→ WHAT IS NEEDED:
Reproduce the following entries exactly, leaving nothing out.
### DATA FOR PROCESSING
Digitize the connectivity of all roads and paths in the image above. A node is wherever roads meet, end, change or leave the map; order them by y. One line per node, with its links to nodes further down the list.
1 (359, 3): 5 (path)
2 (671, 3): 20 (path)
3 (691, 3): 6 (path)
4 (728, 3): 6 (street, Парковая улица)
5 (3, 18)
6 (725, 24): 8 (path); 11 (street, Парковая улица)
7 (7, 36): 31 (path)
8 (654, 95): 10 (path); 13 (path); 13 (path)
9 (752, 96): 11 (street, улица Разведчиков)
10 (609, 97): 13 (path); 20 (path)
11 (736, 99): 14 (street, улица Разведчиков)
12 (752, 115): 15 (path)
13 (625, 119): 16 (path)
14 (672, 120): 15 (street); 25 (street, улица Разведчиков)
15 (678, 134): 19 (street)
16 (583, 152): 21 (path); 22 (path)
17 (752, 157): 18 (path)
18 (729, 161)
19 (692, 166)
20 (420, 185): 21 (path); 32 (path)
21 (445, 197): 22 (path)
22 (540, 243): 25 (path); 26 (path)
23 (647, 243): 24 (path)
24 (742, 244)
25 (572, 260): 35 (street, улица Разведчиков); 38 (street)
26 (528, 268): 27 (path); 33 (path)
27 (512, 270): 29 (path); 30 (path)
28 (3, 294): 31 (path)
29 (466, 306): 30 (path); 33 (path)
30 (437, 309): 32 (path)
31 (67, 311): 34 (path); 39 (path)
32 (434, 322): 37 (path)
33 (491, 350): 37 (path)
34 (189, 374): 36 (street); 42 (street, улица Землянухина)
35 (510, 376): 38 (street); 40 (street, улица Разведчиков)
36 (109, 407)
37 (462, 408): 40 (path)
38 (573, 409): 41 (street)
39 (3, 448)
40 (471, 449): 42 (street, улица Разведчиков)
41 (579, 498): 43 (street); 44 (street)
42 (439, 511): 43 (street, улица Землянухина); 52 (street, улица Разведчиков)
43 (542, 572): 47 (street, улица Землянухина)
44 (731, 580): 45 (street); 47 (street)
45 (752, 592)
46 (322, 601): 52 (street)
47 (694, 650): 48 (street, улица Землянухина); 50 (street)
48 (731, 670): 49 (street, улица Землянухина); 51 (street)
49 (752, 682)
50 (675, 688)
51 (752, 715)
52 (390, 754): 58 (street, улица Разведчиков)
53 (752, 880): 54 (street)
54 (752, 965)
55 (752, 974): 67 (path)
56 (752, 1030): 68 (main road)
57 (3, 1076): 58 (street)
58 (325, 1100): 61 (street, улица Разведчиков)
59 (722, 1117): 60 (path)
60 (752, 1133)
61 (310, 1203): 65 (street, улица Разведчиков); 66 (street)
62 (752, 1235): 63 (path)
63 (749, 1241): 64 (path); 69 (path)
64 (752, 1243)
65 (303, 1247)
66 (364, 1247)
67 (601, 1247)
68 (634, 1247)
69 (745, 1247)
######
→ OUTPUT OF THE EXERCISE:
Digitize the connectivity of all roads and paths in the image above. A node is wherever roads meet, end, change or leave the map; order them by y. One line per node, with its links to nodes further down the list.
1 (359, 3): 5 (path)
2 (671, 3): 20 (path)
3 (691, 3): 6 (path)
4 (728, 3): 6 (street, Парковая улица)
5 (3, 18)
6 (725, 24): 8 (path); 11 (street, Парковая улица)
7 (7, 36): 31 (path)
8 (654, 95): 10 (path); 13 (path); 13 (path)
9 (752, 96): 11 (street, улица Разведчиков)
10 (609, 97): 13 (path); 20 (path)
11 (736, 99): 14 (street, улица Разведчиков)
12 (752, 115): 15 (path)
13 (625, 119): 16 (path)
14 (672, 120): 15 (street); 25 (street, улица Разведчиков)
15 (678, 134): 19 (street)
16 (583, 152): 21 (path); 22 (path)
17 (752, 157): 18 (path)
18 (729, 161)
19 (692, 166)
20 (420, 185): 21 (path); 32 (path)
21 (445, 197): 22 (path)
22 (540, 243): 25 (path); 26 (path)
23 (647, 243): 24 (path)
24 (742, 244)
25 (572, 260): 35 (street, улица Разведчиков); 38 (street)
26 (528, 268): 27 (path); 33 (path)
27 (512, 270): 29 (path); 30 (path)
28 (3, 294): 31 (path)
29 (466, 306): 30 (path); 33 (path)
30 (437, 309): 32 (path)
31 (67, 311): 34 (path); 39 (path)
32 (434, 322): 37 (path)
33 (491, 350): 37 (path)
34 (189, 374): 36 (street); 42 (street, улица Землянухина)
35 (510, 376): 38 (street); 40 (street, улица Разведчиков)
36 (109, 407)
37 (462, 408): 40 (path)
38 (573, 409): 41 (street)
39 (3, 448)
40 (471, 449): 42 (street, улица Разведчиков)
41 (579, 498): 43 (street); 44 (street)
42 (439, 511): 43 (street, улица Землянухина); 52 (street, улица Разведчиков)
43 (542, 572): 47 (street, улица Землянухина)
44 (731, 580): 45 (street); 47 (street)
45 (752, 592)
46 (322, 601): 52 (street)
47 (694, 650): 48 (street, улица Землянухина); 50 (street)
48 (731, 670): 49 (street, улица Землянухина); 51 (street)
49 (752, 682)
50 (675, 688)
51 (752, 715)
52 (390, 754): 58 (street, улица Разведчиков)
53 (752, 880): 54 (street)
54 (752, 965)
55 (752, 974): 67 (path)
56 (752, 1030): 68 (main road)
57 (3, 1076): 58 (street)
58 (325, 1100): 61 (street, улица Разведчиков)
59 (722, 1117): 60 (path)
60 (752, 1133)
61 (310, 1203): 65 (street, улица Разведчиков); 66 (street)
62 (752, 1235): 63 (path)
63 (749, 1241): 64 (path); 69 (path)
64 (752, 1243)
65 (303, 1247)
66 (364, 1247)
67 (601, 1247)
68 (634, 1247)
69 (745, 1247)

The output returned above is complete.